WHAT IS EXPECTED
Select, from the data, each line where "Prato" occurs.

Items listed in a dataset
____

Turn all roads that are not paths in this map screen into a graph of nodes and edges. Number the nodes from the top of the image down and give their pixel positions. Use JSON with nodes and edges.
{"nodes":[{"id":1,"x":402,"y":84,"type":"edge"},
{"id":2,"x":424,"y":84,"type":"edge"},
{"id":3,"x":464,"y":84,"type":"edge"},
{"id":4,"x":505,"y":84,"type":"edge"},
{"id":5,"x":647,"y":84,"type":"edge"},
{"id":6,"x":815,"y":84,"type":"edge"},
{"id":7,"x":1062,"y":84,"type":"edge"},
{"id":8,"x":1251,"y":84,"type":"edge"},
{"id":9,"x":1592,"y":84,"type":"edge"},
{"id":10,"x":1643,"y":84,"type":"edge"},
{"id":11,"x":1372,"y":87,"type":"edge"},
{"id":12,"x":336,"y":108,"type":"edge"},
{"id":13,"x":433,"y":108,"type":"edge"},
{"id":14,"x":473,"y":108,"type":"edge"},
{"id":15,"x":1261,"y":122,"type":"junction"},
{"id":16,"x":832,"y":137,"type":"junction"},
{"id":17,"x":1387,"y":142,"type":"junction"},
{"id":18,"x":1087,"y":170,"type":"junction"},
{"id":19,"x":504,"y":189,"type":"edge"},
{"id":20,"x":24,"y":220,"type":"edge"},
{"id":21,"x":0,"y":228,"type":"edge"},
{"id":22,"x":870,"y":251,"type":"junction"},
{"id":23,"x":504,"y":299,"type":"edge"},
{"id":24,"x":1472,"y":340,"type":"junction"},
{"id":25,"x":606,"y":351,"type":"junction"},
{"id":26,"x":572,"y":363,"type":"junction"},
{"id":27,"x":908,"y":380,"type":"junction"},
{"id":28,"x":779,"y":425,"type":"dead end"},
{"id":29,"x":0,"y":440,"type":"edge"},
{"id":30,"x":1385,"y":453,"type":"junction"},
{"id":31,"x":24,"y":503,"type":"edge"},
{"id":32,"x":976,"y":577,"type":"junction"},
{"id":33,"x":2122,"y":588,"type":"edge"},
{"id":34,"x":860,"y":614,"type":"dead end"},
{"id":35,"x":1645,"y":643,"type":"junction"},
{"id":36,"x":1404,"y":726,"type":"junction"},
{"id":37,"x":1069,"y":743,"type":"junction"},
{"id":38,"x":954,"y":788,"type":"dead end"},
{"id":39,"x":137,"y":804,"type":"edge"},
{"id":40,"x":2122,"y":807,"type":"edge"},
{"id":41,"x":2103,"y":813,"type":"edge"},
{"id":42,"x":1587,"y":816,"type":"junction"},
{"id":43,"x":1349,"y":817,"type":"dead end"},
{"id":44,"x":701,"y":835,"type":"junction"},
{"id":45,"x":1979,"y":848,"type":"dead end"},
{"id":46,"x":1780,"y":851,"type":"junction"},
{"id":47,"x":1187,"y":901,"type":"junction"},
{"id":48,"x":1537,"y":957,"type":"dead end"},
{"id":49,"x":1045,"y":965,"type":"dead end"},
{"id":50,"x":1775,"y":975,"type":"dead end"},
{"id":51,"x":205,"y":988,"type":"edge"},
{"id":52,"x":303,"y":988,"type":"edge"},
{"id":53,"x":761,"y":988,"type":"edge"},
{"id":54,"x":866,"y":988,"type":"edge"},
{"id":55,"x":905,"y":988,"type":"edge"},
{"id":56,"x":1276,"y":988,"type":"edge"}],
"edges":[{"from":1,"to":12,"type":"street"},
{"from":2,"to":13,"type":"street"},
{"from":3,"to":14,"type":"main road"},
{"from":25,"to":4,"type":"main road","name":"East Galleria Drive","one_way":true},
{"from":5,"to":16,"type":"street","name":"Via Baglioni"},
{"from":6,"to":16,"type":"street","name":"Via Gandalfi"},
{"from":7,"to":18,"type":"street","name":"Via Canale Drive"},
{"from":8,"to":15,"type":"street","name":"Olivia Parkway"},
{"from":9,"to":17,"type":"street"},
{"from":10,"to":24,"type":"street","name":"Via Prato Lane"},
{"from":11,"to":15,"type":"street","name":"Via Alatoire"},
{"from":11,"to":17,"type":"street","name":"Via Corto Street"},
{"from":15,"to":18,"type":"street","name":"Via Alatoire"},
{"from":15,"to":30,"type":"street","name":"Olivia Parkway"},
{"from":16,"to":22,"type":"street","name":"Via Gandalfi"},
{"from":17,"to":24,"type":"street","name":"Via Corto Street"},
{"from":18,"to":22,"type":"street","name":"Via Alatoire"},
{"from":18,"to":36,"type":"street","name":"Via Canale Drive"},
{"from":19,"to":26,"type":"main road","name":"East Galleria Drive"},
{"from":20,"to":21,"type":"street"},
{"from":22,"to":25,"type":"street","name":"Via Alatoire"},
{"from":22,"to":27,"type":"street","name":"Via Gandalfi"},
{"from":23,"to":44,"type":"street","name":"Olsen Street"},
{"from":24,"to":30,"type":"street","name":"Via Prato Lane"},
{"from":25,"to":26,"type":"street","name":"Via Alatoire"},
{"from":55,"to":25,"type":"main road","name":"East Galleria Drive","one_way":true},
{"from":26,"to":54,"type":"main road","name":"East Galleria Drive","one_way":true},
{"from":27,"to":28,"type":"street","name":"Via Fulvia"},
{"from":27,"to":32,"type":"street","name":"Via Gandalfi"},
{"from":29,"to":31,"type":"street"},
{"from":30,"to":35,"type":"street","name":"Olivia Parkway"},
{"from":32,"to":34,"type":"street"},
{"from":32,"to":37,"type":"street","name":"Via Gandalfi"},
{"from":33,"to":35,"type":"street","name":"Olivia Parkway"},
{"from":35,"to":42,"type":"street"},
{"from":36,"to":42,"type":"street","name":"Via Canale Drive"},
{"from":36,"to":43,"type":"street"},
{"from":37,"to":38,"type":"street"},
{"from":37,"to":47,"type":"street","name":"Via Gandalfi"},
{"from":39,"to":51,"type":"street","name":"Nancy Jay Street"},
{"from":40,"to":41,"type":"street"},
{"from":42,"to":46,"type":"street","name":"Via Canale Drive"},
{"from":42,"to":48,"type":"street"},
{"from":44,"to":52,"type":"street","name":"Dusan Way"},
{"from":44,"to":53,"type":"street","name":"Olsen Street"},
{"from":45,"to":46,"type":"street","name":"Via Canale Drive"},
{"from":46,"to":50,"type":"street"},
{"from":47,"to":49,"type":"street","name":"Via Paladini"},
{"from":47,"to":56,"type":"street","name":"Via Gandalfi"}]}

____

REPLY TO THE EXERCISE
{"from":10,"to":24,"type":"street","name":"Via Prato Lane"},
{"from":24,"to":30,"type":"street","name":"Via Prato Lane"},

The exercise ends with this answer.